“No one really keeps their commitments anymore, especially if something more tantalizing happens to usurp their attention or they’re trying desperately to avoid dealing with something,” says etiquette expert Lisa Gache, the founder and CEO of Beverly Hills Manners, a consultancy service with the motto “Dare to be polite.” As such, she adds, “We’re experiencing an epidemic of rescheduling.”
This, of course, isn’t a good thing. Beyond being inconvenient and/or rude to the person you’re rescheduling with, Gache warns that rescheduling can also damage your reputation. Namely: You become regarded as either a flake or an asshole. Again, neither of which are good things. This is especially true if you reschedule on the same person multiple times, making them feel as though you have little interest in seeing them and/or little respect for them and their time.
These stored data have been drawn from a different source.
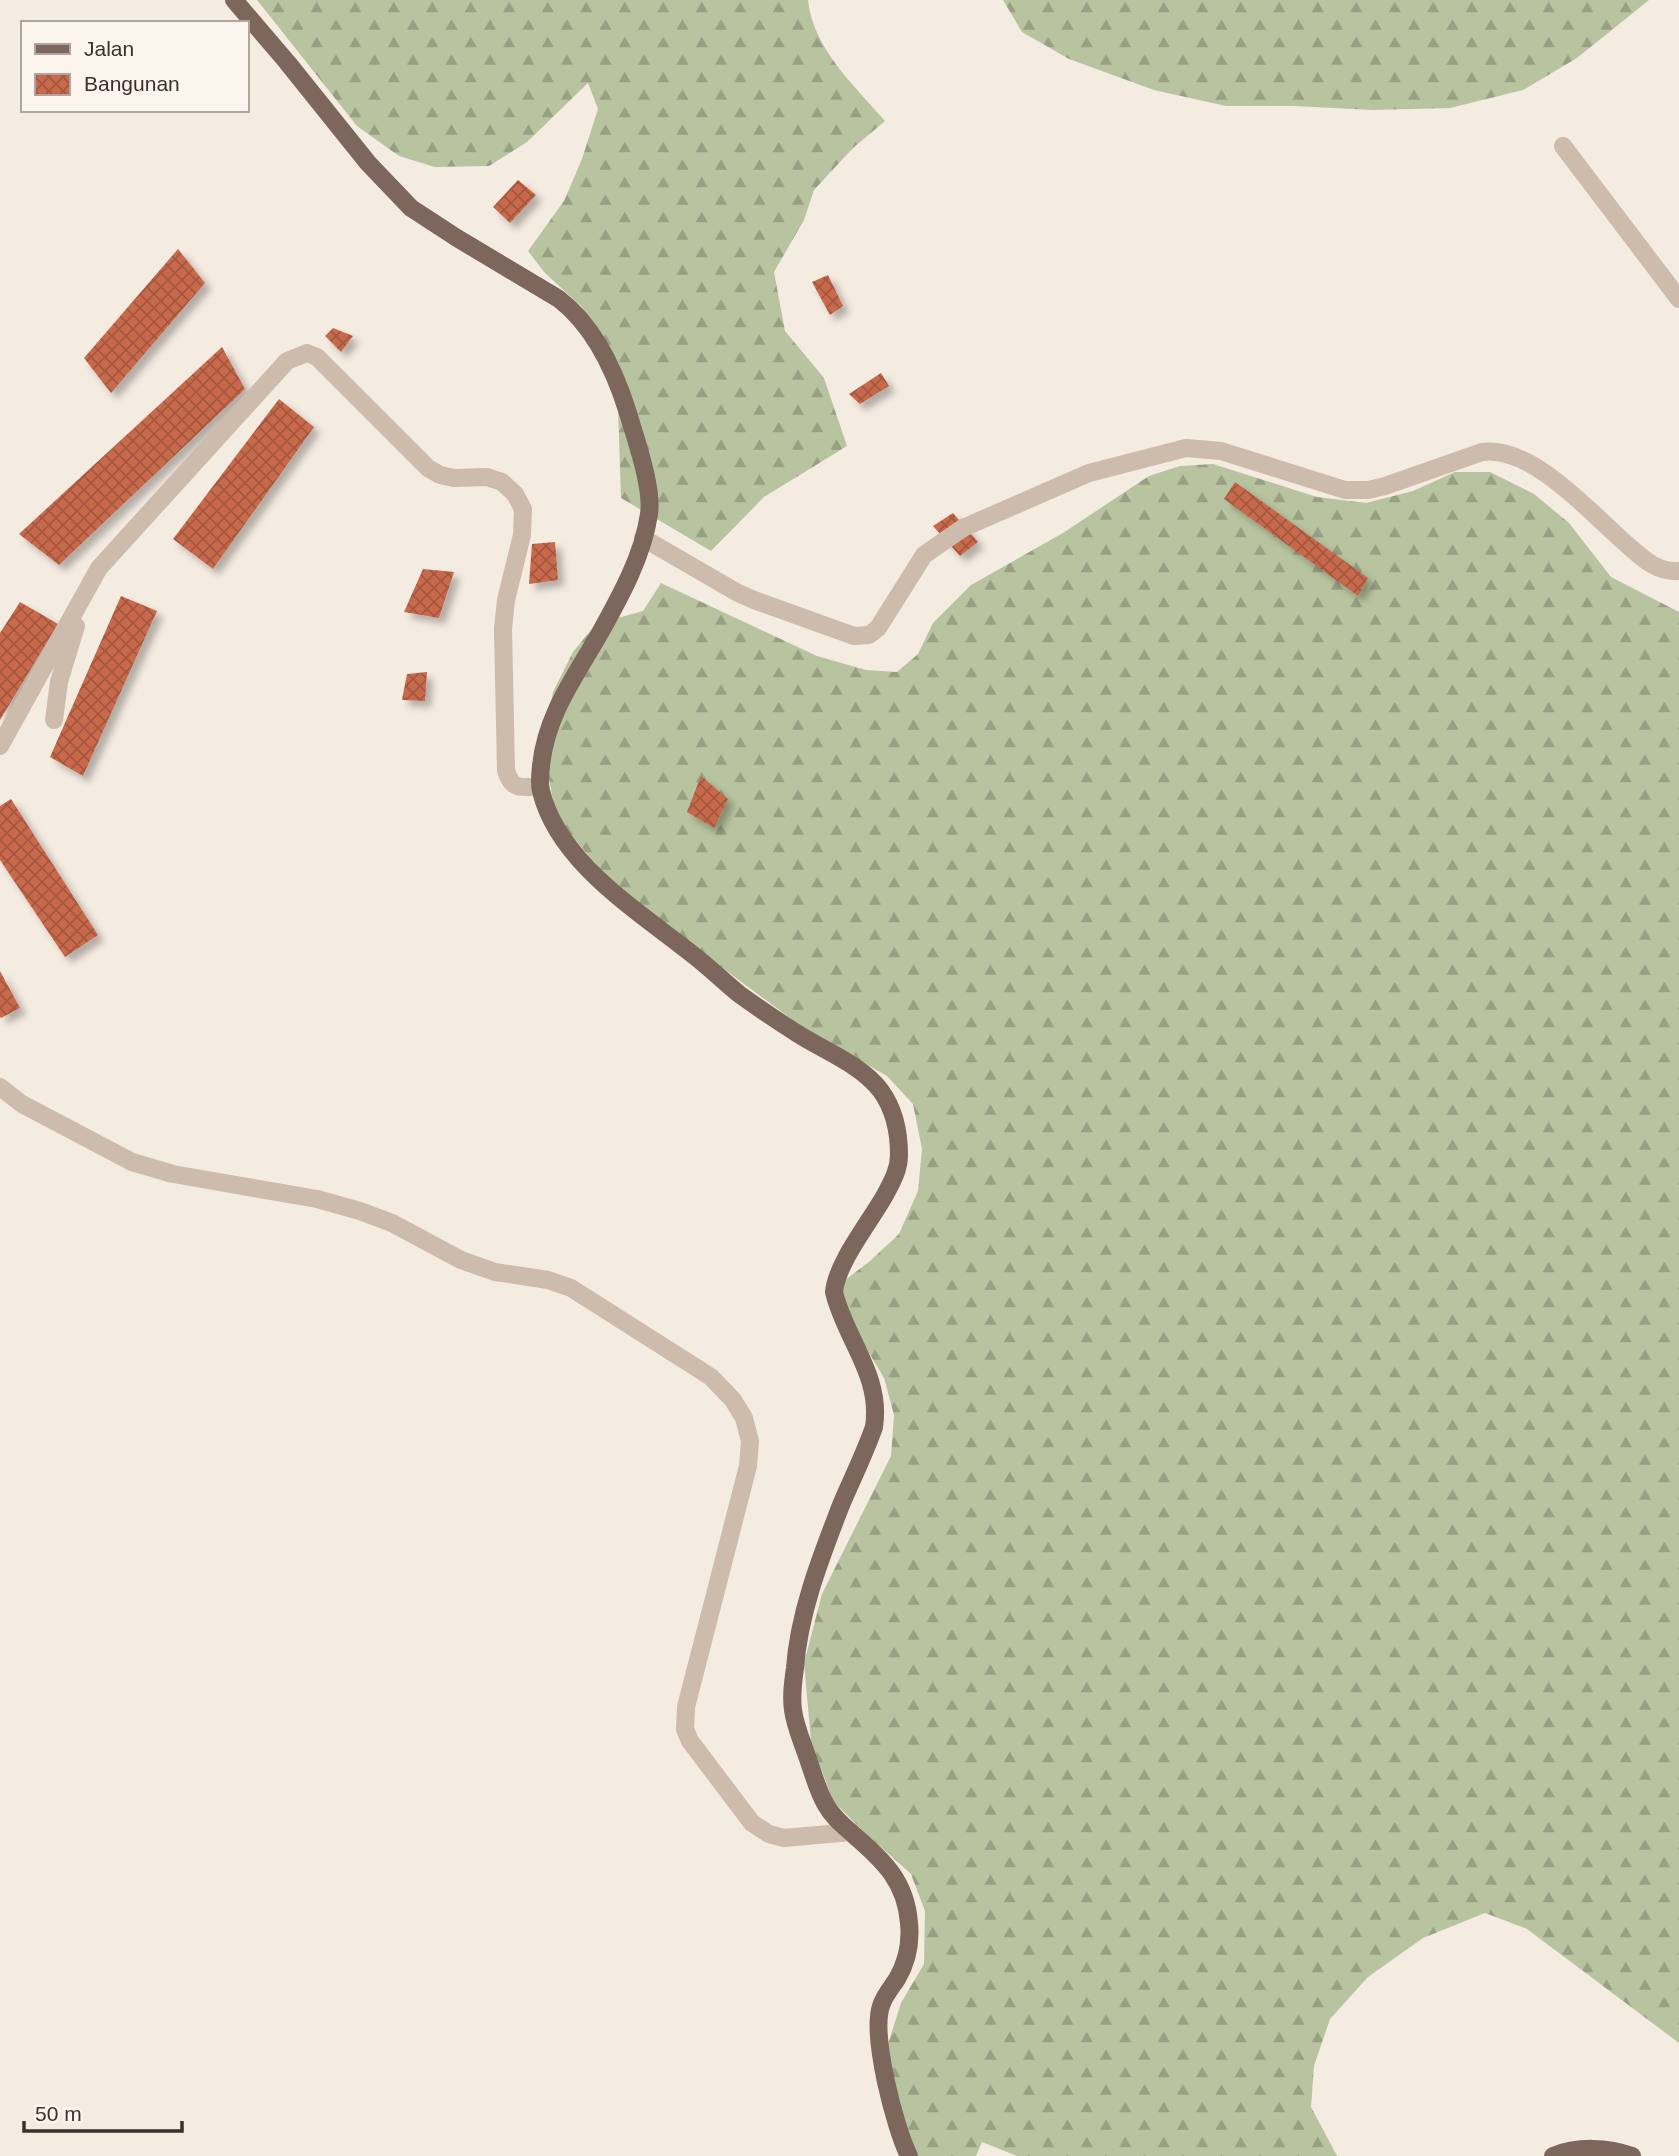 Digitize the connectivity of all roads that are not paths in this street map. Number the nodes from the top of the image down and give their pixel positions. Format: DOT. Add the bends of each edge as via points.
graph roads {
  1 [pos="234,0"];
  2 [pos="1563,146"];
  3 [pos="1679,299"];
  4 [pos="643,538"];
  5 [pos="99,568"];
  6 [pos="1679,571"];
  7 [pos="54,720"];
  8 [pos="0,746"];
  9 [pos="539,786"];
  10 [pos="0,1087"];
  11 [pos="851,1832"];
  12 [pos="909,2156"];
  13 [pos="1553,2156"];
  14 [pos="1632,2156"];
  1 -- 4 [label="main road" via="368,163 411,208 559,299 581,320 620,387 649,486"];
  2 -- 3 [label="street"];
  4 -- 6 [label="street" via="738,593 839,632 862,636 877,628 924,555 963,528 1089,473 1174,450 1202,448 1345,490 1368,490 1492,451 1544,471 1643,558 1662,569"];
  4 -- 9 [label="main road" via="620,594 550,722"];
  5 -- 7 [label="street" via="67,653"];
  5 -- 8 [label="street"];
  5 -- 9 [label="street" via="287,361 307,354 317,357 428,468 454,478 487,477 502,482 523,509 503,629 506,770 513,785"];
  9 -- 11 [label="main road" via="556,829 588,869 739,994 864,1075 879,1088 893,1114 897,1169 841,1269 834,1292 868,1371 875,1396 874,1427 822,1556 803,1617 792,1698 819,1791 832,1814"];
  10 -- 11 [label="street" via="22,1104 132,1161 173,1174 360,1211 461,1260 571,1288 711,1377 744,1418 750,1441 748,1466 685,1707 685,1729 752,1823 769,1834 784,1838"];
  11 -- 12 [label="main road" via="891,1871 901,1887 909,1920 907,1955 880,2008 879,2029 882,2059"];
  13 -- 14 [label="main road" via="1567,2150"];
}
In fairness, though, in the age of the gig economy and freelance hustling, our tasks and priorities change all the time. And besides, flexibility isn’t always a weakness… right?
To see if there’s any room for error when it comes to canceling a meeting, a date, an appointment or a hangout with family and friends, I recently spoke to Gache and two L.A.-based freelancers about how they move stuff around without pissing people off. Here’s their advice…
It’s the excuse — real or not — that counts.
“Rescheduling of any kind puts people in a particular pecking order,” says Gache. “Whether we’re postponing a meeting with a prospective client or rearranging a rendezvous with an old friend, our priorities are made clear by whom we choose to keep appointments with and whom we believe it’s okay to defer for another time. The gravity of the excuse can make all the difference, too. In certain circumstances, you may choose to share a white lie to spare someone’s feelings. Other times, you may have a genuinely legitimate reason for canceling such as an illness or accident.”
Email is fine for canceling a business meeting, but you should call family and friends.
“What delivery method you use to communicate your message also matters — whether it’s a text, a call or an email,” Gache continues. “For social engagements, I always advise my clients to pick up the phone. The tone of your voice is vital to letting someone down easy. But when it comes to rescheduling a business meeting, email should suffice.”
There’s no such thing as a fourth chance.
“If you’re cancelled on three times (or vice versa), call it quits,” Gache advises. “There’s no point in pursuing that person. They’re rude, and you should move on. I learned the hard way that this rule also applies to doctors. I’d been putting off my colonoscopy and rescheduled my consultation with the office three times. The day before my third appointment, when I was finally committed to go, the doctor’s assistant called and cancelled. Apparently, doctors don’t like getting snubbed either!”
“There are exceptions, though,” she adds. “Most beauty services — from hair and massage appointments to facials and waxes — require 24-hour advance notice to reschedule without being charged. If you neglect this rule, you must be prepared to make a payment. I never reschedule on my hairdresser, but she reschedules on me all the time. I’m always devastated, but I’m also completely at her mercy as no one else can handle my tresses with such expertise. Does it pain me to have to handle the reschedule gracefully? You betcha, but I have to act graciously if I wish to continue having her do my hair.”
It’s not always your fault. So give yourself a pass when appropriate.
“As a producer, things change all the time,” says Brande Bytheway, a (you guessed it) producer at BTW, a creative studio and production company in L.A. “Between the cast, crew and client, there’s seemingly endless variables, and it begins to feel as if the nature of my job is to precariously weight and balance all of those variables until the very last moment.
“Camera guys I work with always joke that no job is definite until you have a breakfast burrito in your hand. It’s a bad craft-services joke, but you get the point. And it’s definitely been true in my experience.
“I don’t know if there’s a polite or impolite way to move things around, because you’re bound to disappoint people at some point. I think you just have to take yourself out of the equation. By that, I mean you’ll inevitably end up inconveniencing someone, and it’s best not to feel guilty about it. Most people in this industry are used to the constant flux of the production schedule — especially when you start dealing with celebrity clients and their managers and schedules. Things change very quickly. So you have to be flexible and solution-oriented.”
Your best bet, though? Act as though rescheduling isn’t an option.
“I’m a trainer, and while many of my trainer friends struggle with people rescheduling all the time, I tell everyone my schedule is always full for two weeks in advance of any given date,” says Chloe Larouche. “And I don’t allow them to cancel unless they’re very sick or some sort of crazy emergency arises. Because of that, my clients have to be very committed. It also means that I never have to stress about them rescheduling on me.”